Now at Valentino, after seven years at Gucci, something hit differently.
His spring-summer 2025 collection was triggered, he notes, by the “anguish that arises from the ephemeral and undetermined nature of our destiny,” leaning to a poignant, fragile portrayal of beauty that references Valentino’s archive.
No doubt that’s why he chose to show his latest outing in the intimate surroundings on Avenue de la Porte Châtillon; a location that recalls a house forgotten in time, made of old furniture covered in sheer fabrics. The crush of admirers—and this Italian designer has many—made for slightly challenging visibility conditions, but in the end, it was worth the inconvenience.
Michele said he was inspired by the house’s archives, leaning, as he details, on the “unique capability to feel and connect with something that unveils a new universe of meaning: an epiphany in which the connections between us, things and living beings, become immediately visible”.
That puzzling, philosophical, and historically-driven thinking produced a collection of current shapes and cuts making space for an intriguing dichotomy: Is this outing a Guccified version of Valentino, or vice versa?
In a succession of creative shifts, Michele keeps prickling the sense of the familiar by toying with his vocabulary in a more romanticised way at Valentino, and all the while more eccentric during his tenure at Gucci. It reveals how far Michele has come with gaining clarity of direction, both in terms of form and technique.
And, to me, that’s because the technicality of many of his spring looks come very close to expressing a personal ideal of Italian heritage. Part of the charm of the customary, grown-up clothes that Michele designs season after season is the immediacy of what he does. His followers expect a romantic seasonal shortcut into the sort of classic style that looks elegant (but opulent) at any time.

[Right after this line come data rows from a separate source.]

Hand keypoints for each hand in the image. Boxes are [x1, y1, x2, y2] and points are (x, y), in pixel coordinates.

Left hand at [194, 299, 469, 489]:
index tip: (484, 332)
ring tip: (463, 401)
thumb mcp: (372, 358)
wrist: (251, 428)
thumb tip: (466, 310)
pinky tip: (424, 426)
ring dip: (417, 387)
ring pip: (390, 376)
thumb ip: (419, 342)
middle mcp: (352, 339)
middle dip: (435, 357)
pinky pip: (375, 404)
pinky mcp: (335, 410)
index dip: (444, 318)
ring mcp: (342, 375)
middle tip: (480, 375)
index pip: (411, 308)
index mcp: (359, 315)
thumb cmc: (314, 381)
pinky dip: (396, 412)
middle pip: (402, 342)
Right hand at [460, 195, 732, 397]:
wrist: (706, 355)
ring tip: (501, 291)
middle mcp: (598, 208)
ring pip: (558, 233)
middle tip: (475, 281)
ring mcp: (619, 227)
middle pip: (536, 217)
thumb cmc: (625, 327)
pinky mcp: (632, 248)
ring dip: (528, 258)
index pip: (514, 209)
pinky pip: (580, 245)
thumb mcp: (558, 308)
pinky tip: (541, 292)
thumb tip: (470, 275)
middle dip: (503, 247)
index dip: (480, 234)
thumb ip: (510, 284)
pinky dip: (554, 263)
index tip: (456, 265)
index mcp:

Some of that came over in his signature bows, placed atop models’ double-breasted lapels and blazers trimmed with sharp hems. That motif continued for an evening with ruffled, fitted toppers embroidered in lavish beaded details. And that’s where his very strengths lie: his touches are evident that he’s one keen to focus on his dressmaking roots and the quirky tailoring for which he’s known.
Way before the recession had everyone in fashion thinking about the resonance and relevance of timelessness, Michele’s classics had always embodied a fixation on maximalism. This certainly wasn’t a trove of novelty—as his oeuvre has a far greater seat on fashion’s seasonal tapestry of trends—but his grasp of nowness is simply his own and one has to respect that.
I appreciated that Michele, in his deliberate choice of lavish ease and flamboyant shapes, takes a point of view and sticks with it.
Best of all, though, was the finale: a fragmented flooring that, in contrast to other set designs seen across the Paris shows over the past week, perhaps mirrored an equally fragmented reality that reflects the troubled state of our times, in which—as the showtrack’s conclusive chiasmus says on repeat, with a languid voice—we humans are eventually bound to die.